Let's backtrack.  If you remember Famous Studios Popeye, you were familiar with this sort of look:

Famous Studios' Popeye...

UPA was completely different.  They hired true artists - in this writer's humble opinion, and certainly that's not to say Famous Studios didn't hire true artists - and gave a zany, modern, very simple, what today we would call a "retro" look to cartoons.  In that vein they were preeminent. 

Yes, I know they weren't the first first.  But it was UPA that brought that retro look to Captain Kangaroo and made believers of millions of kids.  It was our first exposure... first exposure?  I was 5 for gosh sake!... to what a cartoon could be!

UPA was probably the first to experiment with limited animation (what Iwao Takamoto refers to as planned animation which I think is a much better name!) to produce cartoons for T.V.  But I also used to see them as theatrical shorts.  One character was my favorite: a little artist wearing a smock and a beret called Gaston Le Crayon.  I thought he was hysterical.
Gaston Le Crayon, a supposed "French" artist, mincing over drawings of French policemen.  Oooo la la!!

It was on Captain Kangaroo that I used to watch Tom Terrific and Gerald McBoingBoing.  Tom Terrific was so limited a palette you could actually see through characters when they passed things.  It was literally pencil drawings on bond paper and little else.  And even though I was only 5, I could see the beauty and the cleverness in that.
Not shown: evil Crabby Appleton... rotten to the core!

Now, I said I didn't believe Captain Kangaroo accepted Hanna-Barbera syndicated output but I can't remember the exact circumstances under which I would watch Ruff 'n Ready.  It's funny that today I read how Ruff 'n Ready were HB's first venture in made-exclusively-for-T.V. cartoons ... this is all supposed to be ancient history... because I remember I used to watch Ruff 'n Ready religiously.  I absolutely loved them!
I loved Ruff 'n Ready.  They were always getting themselves into really interesting jams; things like being stowaways on a pirate ship; or being chased by this little guy with a Tommy gun who sailed around in a submarine; or going to Mars... stuff that a 5-year-old could really sink his teeth into!
 If you watched them you'd instantly recognize that early HB look.  [Note: in his book My Life with a Thousand Characters Iwao Takamoto took a dim view of references to a HB "look."  Consider that the Alex Toth/Doug Widley designed Johnny Quest ran concurrently with the Flintstones.  Any common ground there?  No, but by an HB look I'm referring to Ruff 'n Ready and '59 - '62 Huckleberry Hound, QuickDraw McGraw, Yogi Bear, and a host of others.  I don't wish to be argumentative but those cartoons did indeed have a look.]
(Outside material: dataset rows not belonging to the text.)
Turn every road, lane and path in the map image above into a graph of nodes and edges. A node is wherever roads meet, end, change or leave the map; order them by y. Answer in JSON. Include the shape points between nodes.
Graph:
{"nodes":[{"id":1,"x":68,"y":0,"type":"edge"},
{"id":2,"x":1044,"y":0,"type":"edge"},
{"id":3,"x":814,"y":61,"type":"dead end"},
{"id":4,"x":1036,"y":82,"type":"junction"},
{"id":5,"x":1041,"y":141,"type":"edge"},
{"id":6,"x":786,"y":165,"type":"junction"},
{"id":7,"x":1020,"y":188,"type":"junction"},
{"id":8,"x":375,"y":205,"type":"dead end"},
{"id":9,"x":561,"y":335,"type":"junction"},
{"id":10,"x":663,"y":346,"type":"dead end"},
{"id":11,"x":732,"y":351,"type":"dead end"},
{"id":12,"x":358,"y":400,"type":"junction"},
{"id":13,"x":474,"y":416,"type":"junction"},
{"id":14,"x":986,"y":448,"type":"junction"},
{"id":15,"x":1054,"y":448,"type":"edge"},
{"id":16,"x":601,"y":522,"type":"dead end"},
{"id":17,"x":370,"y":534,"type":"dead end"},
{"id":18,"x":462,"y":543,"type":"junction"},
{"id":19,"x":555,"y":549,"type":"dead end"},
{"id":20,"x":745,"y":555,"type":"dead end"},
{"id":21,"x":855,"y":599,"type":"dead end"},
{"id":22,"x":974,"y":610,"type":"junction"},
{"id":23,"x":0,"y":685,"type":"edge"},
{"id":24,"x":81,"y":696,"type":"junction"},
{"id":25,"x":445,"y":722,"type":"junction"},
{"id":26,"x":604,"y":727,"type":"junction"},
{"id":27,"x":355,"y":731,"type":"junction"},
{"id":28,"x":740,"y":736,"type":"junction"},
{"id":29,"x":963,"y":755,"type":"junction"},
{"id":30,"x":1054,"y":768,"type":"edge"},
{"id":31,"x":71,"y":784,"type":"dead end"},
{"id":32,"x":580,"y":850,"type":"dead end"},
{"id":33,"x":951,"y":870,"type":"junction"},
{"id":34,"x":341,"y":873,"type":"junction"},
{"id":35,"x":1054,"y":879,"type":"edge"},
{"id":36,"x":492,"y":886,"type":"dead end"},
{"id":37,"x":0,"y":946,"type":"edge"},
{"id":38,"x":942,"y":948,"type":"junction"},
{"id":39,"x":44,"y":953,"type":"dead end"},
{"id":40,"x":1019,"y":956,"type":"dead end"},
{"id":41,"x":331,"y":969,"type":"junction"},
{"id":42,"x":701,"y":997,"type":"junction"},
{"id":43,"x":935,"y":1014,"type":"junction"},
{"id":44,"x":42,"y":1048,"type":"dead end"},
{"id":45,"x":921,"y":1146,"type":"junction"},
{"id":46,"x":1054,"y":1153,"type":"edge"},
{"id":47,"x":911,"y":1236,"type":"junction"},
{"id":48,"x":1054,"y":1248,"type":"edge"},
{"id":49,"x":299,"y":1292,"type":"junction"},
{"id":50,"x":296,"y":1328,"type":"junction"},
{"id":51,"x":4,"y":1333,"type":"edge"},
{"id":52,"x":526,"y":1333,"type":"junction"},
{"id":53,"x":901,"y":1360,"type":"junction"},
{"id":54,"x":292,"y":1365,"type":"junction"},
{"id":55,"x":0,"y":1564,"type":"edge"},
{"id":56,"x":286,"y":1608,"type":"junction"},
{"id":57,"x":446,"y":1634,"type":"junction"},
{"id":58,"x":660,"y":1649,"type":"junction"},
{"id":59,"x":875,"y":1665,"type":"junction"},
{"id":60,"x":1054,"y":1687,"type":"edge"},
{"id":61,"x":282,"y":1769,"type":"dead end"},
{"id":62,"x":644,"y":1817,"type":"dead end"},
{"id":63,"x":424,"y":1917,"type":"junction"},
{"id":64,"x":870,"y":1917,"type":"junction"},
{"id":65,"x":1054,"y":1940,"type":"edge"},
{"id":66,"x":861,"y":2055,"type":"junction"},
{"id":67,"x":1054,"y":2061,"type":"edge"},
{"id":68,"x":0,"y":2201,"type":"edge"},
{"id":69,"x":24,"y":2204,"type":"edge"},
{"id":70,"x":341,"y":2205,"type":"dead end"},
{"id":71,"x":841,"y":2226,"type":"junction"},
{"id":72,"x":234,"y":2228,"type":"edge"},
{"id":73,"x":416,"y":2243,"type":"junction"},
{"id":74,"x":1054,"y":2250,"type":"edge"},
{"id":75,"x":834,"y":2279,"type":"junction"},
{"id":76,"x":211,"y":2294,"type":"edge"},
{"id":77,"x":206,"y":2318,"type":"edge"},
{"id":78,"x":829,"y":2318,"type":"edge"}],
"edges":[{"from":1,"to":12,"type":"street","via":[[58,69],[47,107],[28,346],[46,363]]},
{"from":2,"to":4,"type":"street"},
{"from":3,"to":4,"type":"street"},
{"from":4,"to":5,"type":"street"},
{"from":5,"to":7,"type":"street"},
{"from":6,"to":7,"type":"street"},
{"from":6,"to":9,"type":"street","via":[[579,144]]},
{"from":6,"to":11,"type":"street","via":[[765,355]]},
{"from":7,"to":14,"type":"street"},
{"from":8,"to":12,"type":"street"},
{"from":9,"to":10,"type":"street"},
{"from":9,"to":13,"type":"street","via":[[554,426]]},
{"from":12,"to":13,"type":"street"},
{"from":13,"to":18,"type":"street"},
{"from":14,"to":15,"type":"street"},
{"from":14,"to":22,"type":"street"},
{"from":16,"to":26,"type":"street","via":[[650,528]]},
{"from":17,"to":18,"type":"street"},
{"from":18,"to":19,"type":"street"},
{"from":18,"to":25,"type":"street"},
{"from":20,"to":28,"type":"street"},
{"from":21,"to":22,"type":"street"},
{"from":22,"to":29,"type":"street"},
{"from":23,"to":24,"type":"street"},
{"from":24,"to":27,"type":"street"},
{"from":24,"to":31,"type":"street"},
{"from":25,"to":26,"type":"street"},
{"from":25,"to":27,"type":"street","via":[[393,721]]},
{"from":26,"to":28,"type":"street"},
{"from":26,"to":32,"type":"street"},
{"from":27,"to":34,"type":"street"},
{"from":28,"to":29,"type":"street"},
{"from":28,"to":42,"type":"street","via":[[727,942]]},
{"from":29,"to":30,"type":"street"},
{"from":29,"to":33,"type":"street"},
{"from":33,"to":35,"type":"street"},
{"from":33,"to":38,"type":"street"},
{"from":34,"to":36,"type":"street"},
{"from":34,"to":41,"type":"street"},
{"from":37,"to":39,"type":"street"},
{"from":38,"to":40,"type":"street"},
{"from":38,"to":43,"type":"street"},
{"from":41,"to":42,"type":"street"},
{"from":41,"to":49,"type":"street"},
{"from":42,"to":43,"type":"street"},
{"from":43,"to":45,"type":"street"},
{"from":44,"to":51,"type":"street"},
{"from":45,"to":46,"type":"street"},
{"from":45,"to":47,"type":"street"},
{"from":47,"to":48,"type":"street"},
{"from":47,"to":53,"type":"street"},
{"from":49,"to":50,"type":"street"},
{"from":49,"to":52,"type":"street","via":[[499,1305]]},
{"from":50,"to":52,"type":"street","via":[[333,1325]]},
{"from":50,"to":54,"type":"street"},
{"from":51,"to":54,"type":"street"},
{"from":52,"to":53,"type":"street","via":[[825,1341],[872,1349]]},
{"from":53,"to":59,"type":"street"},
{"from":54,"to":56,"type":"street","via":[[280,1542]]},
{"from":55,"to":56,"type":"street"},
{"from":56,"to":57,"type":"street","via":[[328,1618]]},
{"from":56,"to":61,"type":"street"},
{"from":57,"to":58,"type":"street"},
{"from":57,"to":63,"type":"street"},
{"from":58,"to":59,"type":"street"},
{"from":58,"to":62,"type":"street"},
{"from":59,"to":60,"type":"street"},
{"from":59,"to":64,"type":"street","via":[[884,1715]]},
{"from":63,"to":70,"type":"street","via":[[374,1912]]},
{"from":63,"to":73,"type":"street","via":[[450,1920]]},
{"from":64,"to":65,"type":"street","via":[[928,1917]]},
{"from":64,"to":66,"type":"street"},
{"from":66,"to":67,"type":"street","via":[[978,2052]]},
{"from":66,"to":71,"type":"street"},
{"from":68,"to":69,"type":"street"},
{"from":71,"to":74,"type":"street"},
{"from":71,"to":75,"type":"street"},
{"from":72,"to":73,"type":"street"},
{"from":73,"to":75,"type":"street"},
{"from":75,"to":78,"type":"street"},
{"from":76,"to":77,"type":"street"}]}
I think the ultimate in cartoon design would have to be a cross between UPA creations and Ed Benedict designed HB characters.  That is my opinion. 

You may very well disagree.  There are so many new looks coming out these days.  Consider Pendleton Ward's Adventure Time. Or Butch Hartman's Fairly Odd Parents, Tuff Puppy.  Etc. etc.  So many different looks. 

Imagine a 5 year old who watches Cartoon Network.  Think of how he or she will wax nostalgic when they turn 60.  But, man, will they ever have things to be nostalgic about!!

I may have thought I grew up in the Golden Age of Cartoons but I think that day is today.  So flip the channel to CN or Nicktoons or Boomerang or what have you... it's all good.  We're in the true era of cartoons, my friends, enjoy it while it's here!